Nivin, in the end, is able to combine his passion for Cricket with the engineering and practical skills taught by his father.  It’s a wonderful moment when the whole family comes together with shared interests, but it is also a moment that, possibly, could have happened 30 years earlier.  What if Nivin’s father had been able to understand his son’s passion, not to the degree of sending him to a Cricket coaching class, but at least to be able to help him balance his interests?  What if they had found a shared project before this that was both Cricket and engineering?  Or if he had lowered his expectations, let his son enjoy his time on the village Cricket team and working in the family machine shop, instead of trying to throw a pre-college course on top of it?  His father had a vision of a son that Nivin could just never live up to, and the solution was not for Nivin to change, but for his father to change how he saw him.  Maybe Nivin could never be an engineer, but he kept the family business going, and he was a hero to his Cricket mates, and his father could have chosen to be proud of that all along, instead of disappointed with what he didn’t get.

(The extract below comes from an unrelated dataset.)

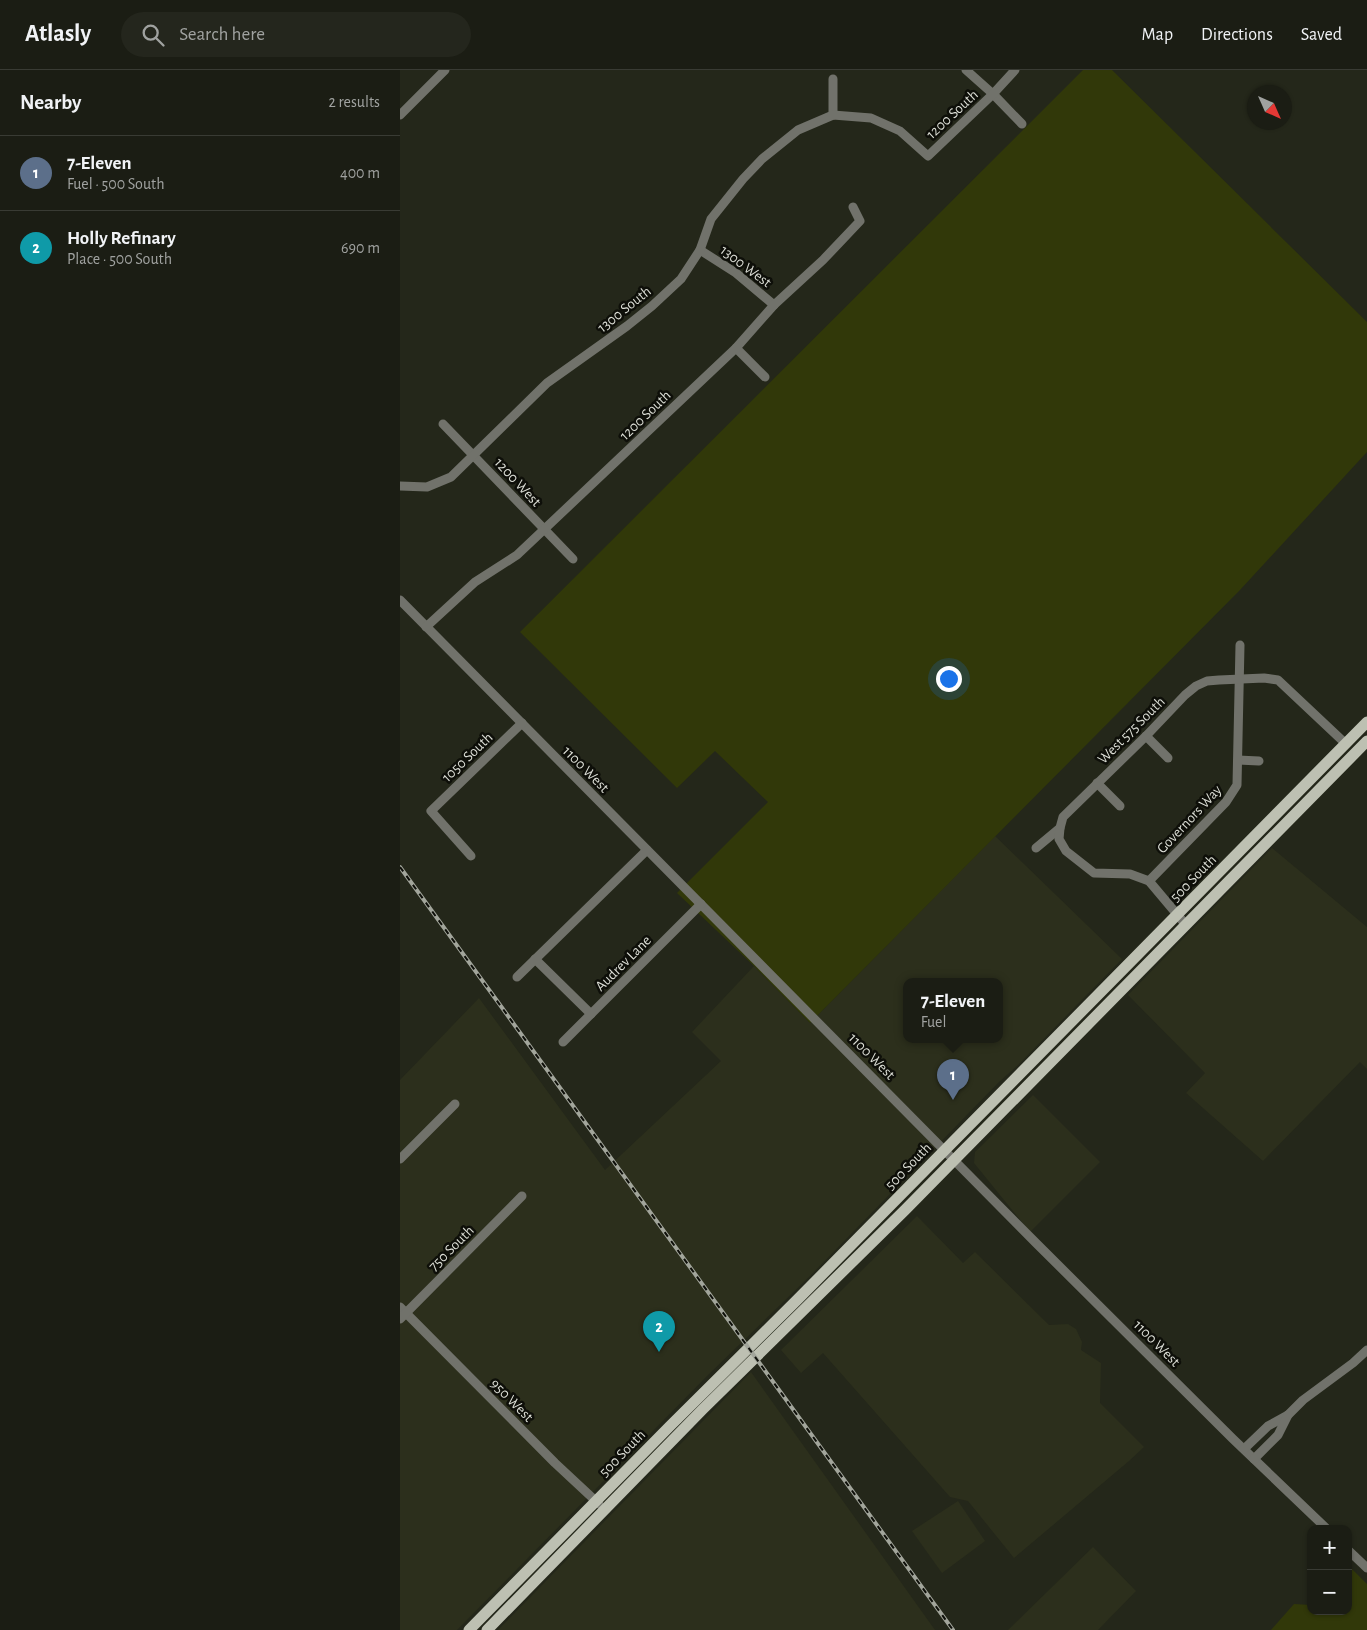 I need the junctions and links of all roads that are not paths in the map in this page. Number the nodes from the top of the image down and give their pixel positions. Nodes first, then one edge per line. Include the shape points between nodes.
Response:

Which is what Nivin’s wife learned to do, to accept him for who he is. I love their relationship in this movie.  I was nervous at first, because he already had his big love affair.  And the way their marriage was handled, it was definitely a “settling” decision.  They could have turned it into a big romance after all, as he learns to love his wife and forget his sweetheart, like they do in most movies post-marriage, but that would have undercut the message they wanted with his son, that this was the first person in his life who really “got” him and appreciated him.

(They never even got their own song, like Nazriya and Fahad finally did in Bangalore Days)

Nivin’s wife doesn’t really understand him, or worship him, or fall passionately in love with him.  But she really knows him, and likes him and loves him (in her own way) for what he is.  She knows he is afraid of his father, and bad with money, and a little lazy, and a little Cricket obsessed.  And he knows she is a little slow and a little unimaginative and can never really understand his Cricket fever.  But, their teasing never feels bitter or mean-spirited.  He kind of enjoys laughing at her and she kind of enjoys laughing at him.  And, when it gets down to it, they are partners.  She helps him hide from his parents, he never makes fun of her to his son or his parents, and there is a basic level of acceptance and comfort with their life together.  After their marriage, there are no moments of bitterness or regret about what they could have had, they are both making the best of what they got.

This movie is such a father-son piece, and such a male bonding piece (with Nivin’s loyalty towards and relationship with his village Cricket team being the center of his life), but it didn’t feel like the female characters were demonized.  Nivin’s mother and wife and girlfriend couldn’t really understand his passion, but that wasn’t a huge fault or sin, it was just how they were.  It didn’t even feel like it was limited to female characters, there was a general divide between those “got” Cricket, and those who didn’t.

The only time not “getting” Cricket was a real flaw, was when someone pretended to get it and really didn’t.  Which, for me personally, was great because as I said, I don’t “get” Cricket, but I also don’t pretend to “get” it, so according to this film, I’m not that bad!

The only villain of the film was the topflight coach, the one who initially rejected Nivin’s cute cute cute son, because he could only see skill and ability not “heart”.  I kind of didn’t get why he was supposed to be so evil when we first saw him, because he did give the kid a try out, and the kid couldn’t hack it.  But then it clicked for me in the second scene, when he was criticizing Sachin and the “good” coach got furious and talked about how he didn’t really understand cricket, he just saw the technique.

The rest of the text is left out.